[Data records]

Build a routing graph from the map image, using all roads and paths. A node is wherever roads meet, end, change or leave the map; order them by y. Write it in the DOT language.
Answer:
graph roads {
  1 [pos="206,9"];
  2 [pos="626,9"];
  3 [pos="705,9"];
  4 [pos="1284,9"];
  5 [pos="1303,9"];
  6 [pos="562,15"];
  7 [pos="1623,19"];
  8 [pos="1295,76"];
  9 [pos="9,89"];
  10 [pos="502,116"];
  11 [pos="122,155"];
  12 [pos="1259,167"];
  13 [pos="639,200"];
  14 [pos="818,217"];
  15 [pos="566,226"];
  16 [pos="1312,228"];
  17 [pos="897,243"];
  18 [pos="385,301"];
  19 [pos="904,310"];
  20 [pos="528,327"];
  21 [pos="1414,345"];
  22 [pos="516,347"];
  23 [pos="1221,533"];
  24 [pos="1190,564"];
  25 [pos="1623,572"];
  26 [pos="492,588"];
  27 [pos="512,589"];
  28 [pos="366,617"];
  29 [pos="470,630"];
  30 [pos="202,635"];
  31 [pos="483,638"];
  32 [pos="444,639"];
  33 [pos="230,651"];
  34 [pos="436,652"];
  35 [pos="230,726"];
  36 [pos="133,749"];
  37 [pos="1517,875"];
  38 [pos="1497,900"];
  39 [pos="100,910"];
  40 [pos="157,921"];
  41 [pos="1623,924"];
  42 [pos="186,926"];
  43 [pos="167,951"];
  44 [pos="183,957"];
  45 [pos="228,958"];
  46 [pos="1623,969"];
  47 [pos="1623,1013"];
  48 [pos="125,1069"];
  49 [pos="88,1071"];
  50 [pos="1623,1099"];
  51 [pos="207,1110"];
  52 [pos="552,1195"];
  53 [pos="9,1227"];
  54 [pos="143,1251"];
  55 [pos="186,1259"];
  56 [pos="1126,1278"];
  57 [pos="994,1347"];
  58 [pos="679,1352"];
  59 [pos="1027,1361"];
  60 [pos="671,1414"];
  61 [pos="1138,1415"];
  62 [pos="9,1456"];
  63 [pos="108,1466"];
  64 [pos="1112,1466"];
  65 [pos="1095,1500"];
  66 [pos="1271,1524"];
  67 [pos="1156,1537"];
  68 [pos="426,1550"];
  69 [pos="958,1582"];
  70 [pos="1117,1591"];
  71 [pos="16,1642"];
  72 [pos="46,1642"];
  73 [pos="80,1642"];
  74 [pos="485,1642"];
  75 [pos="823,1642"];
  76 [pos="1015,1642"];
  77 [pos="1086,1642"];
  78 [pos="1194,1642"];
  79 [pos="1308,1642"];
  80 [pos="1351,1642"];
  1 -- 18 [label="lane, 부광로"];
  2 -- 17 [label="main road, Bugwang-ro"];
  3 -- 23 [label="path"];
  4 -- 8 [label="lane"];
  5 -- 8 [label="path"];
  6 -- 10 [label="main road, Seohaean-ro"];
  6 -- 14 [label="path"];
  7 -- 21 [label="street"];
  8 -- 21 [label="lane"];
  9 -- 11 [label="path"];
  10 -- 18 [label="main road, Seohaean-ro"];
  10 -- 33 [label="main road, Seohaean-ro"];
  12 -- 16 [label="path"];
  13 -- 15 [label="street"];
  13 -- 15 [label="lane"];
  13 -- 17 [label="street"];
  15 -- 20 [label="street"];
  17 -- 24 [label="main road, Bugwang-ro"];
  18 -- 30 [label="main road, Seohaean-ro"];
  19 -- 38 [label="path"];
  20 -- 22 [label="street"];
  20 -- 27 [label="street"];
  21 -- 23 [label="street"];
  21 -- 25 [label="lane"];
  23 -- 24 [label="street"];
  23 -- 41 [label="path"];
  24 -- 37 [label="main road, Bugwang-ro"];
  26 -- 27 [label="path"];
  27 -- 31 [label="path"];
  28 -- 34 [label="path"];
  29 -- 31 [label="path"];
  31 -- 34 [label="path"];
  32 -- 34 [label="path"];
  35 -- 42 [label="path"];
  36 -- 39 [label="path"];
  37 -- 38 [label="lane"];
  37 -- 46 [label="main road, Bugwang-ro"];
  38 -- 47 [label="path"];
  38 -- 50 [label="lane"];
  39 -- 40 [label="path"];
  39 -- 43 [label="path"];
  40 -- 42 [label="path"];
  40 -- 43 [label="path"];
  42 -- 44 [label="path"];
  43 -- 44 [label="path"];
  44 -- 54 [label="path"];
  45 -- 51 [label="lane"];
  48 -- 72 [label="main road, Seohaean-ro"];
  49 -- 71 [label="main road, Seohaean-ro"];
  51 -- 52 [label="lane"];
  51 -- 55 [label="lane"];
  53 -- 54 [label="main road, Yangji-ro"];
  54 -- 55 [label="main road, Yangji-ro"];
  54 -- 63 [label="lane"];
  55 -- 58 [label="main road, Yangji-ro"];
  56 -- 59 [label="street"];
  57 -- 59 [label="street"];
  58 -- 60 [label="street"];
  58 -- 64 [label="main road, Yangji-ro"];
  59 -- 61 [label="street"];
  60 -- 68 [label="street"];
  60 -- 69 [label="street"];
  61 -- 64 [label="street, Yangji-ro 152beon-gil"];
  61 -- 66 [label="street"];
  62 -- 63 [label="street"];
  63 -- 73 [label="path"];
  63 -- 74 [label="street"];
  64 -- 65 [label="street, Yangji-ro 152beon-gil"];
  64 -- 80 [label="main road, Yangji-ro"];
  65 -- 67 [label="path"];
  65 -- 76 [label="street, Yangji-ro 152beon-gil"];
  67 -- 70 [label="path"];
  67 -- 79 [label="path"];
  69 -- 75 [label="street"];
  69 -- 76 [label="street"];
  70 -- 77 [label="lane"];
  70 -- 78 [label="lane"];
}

— REQUIRED ACTION —
Reproduce the entries exactly. Every word has to stay the same.

— SOLUTION FOR THIS EXERCISE —
Build a routing graph from the map image, using all roads and paths. A node is wherever roads meet, end, change or leave the map; order them by y. Write it in the DOT language.
Answer:
graph roads {
  1 [pos="206,9"];
  2 [pos="626,9"];
  3 [pos="705,9"];
  4 [pos="1284,9"];
  5 [pos="1303,9"];
  6 [pos="562,15"];
  7 [pos="1623,19"];
  8 [pos="1295,76"];
  9 [pos="9,89"];
  10 [pos="502,116"];
  11 [pos="122,155"];
  12 [pos="1259,167"];
  13 [pos="639,200"];
  14 [pos="818,217"];
  15 [pos="566,226"];
  16 [pos="1312,228"];
  17 [pos="897,243"];
  18 [pos="385,301"];
  19 [pos="904,310"];
  20 [pos="528,327"];
  21 [pos="1414,345"];
  22 [pos="516,347"];
  23 [pos="1221,533"];
  24 [pos="1190,564"];
  25 [pos="1623,572"];
  26 [pos="492,588"];
  27 [pos="512,589"];
  28 [pos="366,617"];
  29 [pos="470,630"];
  30 [pos="202,635"];
  31 [pos="483,638"];
  32 [pos="444,639"];
  33 [pos="230,651"];
  34 [pos="436,652"];
  35 [pos="230,726"];
  36 [pos="133,749"];
  37 [pos="1517,875"];
  38 [pos="1497,900"];
  39 [pos="100,910"];
  40 [pos="157,921"];
  41 [pos="1623,924"];
  42 [pos="186,926"];
  43 [pos="167,951"];
  44 [pos="183,957"];
  45 [pos="228,958"];
  46 [pos="1623,969"];
  47 [pos="1623,1013"];
  48 [pos="125,1069"];
  49 [pos="88,1071"];
  50 [pos="1623,1099"];
  51 [pos="207,1110"];
  52 [pos="552,1195"];
  53 [pos="9,1227"];
  54 [pos="143,1251"];
  55 [pos="186,1259"];
  56 [pos="1126,1278"];
  57 [pos="994,1347"];
  58 [pos="679,1352"];
  59 [pos="1027,1361"];
  60 [pos="671,1414"];
  61 [pos="1138,1415"];
  62 [pos="9,1456"];
  63 [pos="108,1466"];
  64 [pos="1112,1466"];
  65 [pos="1095,1500"];
  66 [pos="1271,1524"];
  67 [pos="1156,1537"];
  68 [pos="426,1550"];
  69 [pos="958,1582"];
  70 [pos="1117,1591"];
  71 [pos="16,1642"];
  72 [pos="46,1642"];
  73 [pos="80,1642"];
  74 [pos="485,1642"];
  75 [pos="823,1642"];
  76 [pos="1015,1642"];
  77 [pos="1086,1642"];
  78 [pos="1194,1642"];
  79 [pos="1308,1642"];
  80 [pos="1351,1642"];
  1 -- 18 [label="lane, 부광로"];
  2 -- 17 [label="main road, Bugwang-ro"];
  3 -- 23 [label="path"];
  4 -- 8 [label="lane"];
  5 -- 8 [label="path"];
  6 -- 10 [label="main road, Seohaean-ro"];
  6 -- 14 [label="path"];
  7 -- 21 [label="street"];
  8 -- 21 [label="lane"];
  9 -- 11 [label="path"];
  10 -- 18 [label="main road, Seohaean-ro"];
  10 -- 33 [label="main road, Seohaean-ro"];
  12 -- 16 [label="path"];
  13 -- 15 [label="street"];
  13 -- 15 [label="lane"];
  13 -- 17 [label="street"];
  15 -- 20 [label="street"];
  17 -- 24 [label="main road, Bugwang-ro"];
  18 -- 30 [label="main road, Seohaean-ro"];
  19 -- 38 [label="path"];
  20 -- 22 [label="street"];
  20 -- 27 [label="street"];
  21 -- 23 [label="street"];
  21 -- 25 [label="lane"];
  23 -- 24 [label="street"];
  23 -- 41 [label="path"];
  24 -- 37 [label="main road, Bugwang-ro"];
  26 -- 27 [label="path"];
  27 -- 31 [label="path"];
  28 -- 34 [label="path"];
  29 -- 31 [label="path"];
  31 -- 34 [label="path"];
  32 -- 34 [label="path"];
  35 -- 42 [label="path"];
  36 -- 39 [label="path"];
  37 -- 38 [label="lane"];
  37 -- 46 [label="main road, Bugwang-ro"];
  38 -- 47 [label="path"];
  38 -- 50 [label="lane"];
  39 -- 40 [label="path"];
  39 -- 43 [label="path"];
  40 -- 42 [label="path"];
  40 -- 43 [label="path"];
  42 -- 44 [label="path"];
  43 -- 44 [label="path"];
  44 -- 54 [label="path"];
  45 -- 51 [label="lane"];
  48 -- 72 [label="main road, Seohaean-ro"];
  49 -- 71 [label="main road, Seohaean-ro"];
  51 -- 52 [label="lane"];
  51 -- 55 [label="lane"];
  53 -- 54 [label="main road, Yangji-ro"];
  54 -- 55 [label="main road, Yangji-ro"];
  54 -- 63 [label="lane"];
  55 -- 58 [label="main road, Yangji-ro"];
  56 -- 59 [label="street"];
  57 -- 59 [label="street"];
  58 -- 60 [label="street"];
  58 -- 64 [label="main road, Yangji-ro"];
  59 -- 61 [label="street"];
  60 -- 68 [label="street"];
  60 -- 69 [label="street"];
  61 -- 64 [label="street, Yangji-ro 152beon-gil"];
  61 -- 66 [label="street"];
  62 -- 63 [label="street"];
  63 -- 73 [label="path"];
  63 -- 74 [label="street"];
  64 -- 65 [label="street, Yangji-ro 152beon-gil"];
  64 -- 80 [label="main road, Yangji-ro"];
  65 -- 67 [label="path"];
  65 -- 76 [label="street, Yangji-ro 152beon-gil"];
  67 -- 70 [label="path"];
  67 -- 79 [label="path"];
  69 -- 75 [label="street"];
  69 -- 76 [label="street"];
  70 -- 77 [label="lane"];
  70 -- 78 [label="lane"];
}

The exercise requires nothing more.